The local currency is Singapore dollars and cents. The currency code is SGD, and 1 US dollar is worth approximately 1.4 Singapore dollar.
Singapore is a tropical country and known for its hot and humid weather, with little variation throughout the year. The average daytime temperature is 31°C (88°F), dropping to around 24°C (75°F) in the evenings. Light summer clothing is appropriate.
Singapore’s voltage is 220-240 volts AC, 50 cycles a second. Power plugs are three-pin and square-shaped (British Standards BS 1363 or Type G).
Goods and Services Tax
A 7% GST (effective July 2007) is levied in Singapore, but foreign visitors may reclaim the GST paid on purchases if they spend a minimum of $100.00 at any store where the “Tax Free Shopping” logo is displayed and they present their passports to obtain a completed Global Refund Cheque. GST refunds can then be claimed upon departure at Singapore Changi Airport with the presentation of the goods purchased, the receipts and Global Refund Cheques.
Tipping is not a common practice in Singapore and is prohibited at the airport. Most hotels and restaurants already levy a service charge on customers’ bills.
Laws and Restrictions
The sale of chewing gum is banned in Singapore. One is however allowed to chew gum, as long as they are properly disposed of. Smoking is not allowed in most public places and serious action is brought against drug offenders. The drinking age in Singapore is 18. Please note that alcohol is prohibited at ISYF.
Payphone and Telecommunication Services
Payphone and telecommunication services Public payphones are operated by credit card and/or stored value phonecards and can be used to make both local and international calls. International Calling Cards are available at all post offices, 7-11 convenience stores and many other retail outlets.
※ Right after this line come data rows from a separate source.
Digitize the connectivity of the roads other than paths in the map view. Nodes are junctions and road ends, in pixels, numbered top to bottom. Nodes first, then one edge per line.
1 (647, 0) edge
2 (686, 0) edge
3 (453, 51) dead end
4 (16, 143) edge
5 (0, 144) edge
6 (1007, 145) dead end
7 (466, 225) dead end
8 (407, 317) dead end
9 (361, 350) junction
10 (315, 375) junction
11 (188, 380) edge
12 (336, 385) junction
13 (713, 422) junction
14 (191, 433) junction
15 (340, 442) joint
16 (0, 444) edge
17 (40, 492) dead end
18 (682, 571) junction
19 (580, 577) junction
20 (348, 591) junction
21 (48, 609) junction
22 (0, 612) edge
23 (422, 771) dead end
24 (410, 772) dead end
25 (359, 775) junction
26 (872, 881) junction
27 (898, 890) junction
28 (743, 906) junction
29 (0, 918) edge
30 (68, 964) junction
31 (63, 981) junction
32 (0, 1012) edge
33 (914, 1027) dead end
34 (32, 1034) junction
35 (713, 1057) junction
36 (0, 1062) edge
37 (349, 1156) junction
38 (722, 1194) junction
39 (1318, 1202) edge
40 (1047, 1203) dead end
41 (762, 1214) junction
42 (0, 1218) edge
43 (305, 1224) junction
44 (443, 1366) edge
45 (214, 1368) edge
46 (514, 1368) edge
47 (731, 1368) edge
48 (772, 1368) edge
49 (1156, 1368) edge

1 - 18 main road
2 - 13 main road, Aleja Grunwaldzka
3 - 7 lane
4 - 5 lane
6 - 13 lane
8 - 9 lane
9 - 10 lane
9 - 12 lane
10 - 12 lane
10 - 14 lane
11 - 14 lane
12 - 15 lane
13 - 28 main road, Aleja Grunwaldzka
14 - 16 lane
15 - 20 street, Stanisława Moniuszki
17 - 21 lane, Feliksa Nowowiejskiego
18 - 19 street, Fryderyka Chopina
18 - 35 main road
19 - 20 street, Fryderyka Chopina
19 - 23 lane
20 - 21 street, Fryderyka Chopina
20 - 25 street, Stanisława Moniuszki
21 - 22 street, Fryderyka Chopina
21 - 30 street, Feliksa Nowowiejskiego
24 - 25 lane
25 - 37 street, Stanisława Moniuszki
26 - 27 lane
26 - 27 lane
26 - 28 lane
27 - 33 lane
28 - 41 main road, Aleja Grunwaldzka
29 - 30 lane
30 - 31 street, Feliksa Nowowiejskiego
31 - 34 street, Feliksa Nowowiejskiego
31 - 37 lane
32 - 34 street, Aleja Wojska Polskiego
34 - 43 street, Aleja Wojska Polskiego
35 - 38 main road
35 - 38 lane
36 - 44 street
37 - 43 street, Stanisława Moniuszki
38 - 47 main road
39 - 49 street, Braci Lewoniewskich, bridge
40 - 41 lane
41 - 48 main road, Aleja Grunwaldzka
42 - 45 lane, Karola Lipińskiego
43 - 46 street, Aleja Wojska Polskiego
Singapore has a comprehensive public transport system, comprising a well- linked bus and train (MRT) network. Commuters use a common stored-value card for trips on both networks (EZ-link card). EZ-link cards can be purchased and topped up at any bus interchange or MRT station. Cash in the form of coins also can be used as a payment option. Cabs in Singapore are extremely common and reliable, and charge fixed rates from the meter. They can be hailed by phone and by street.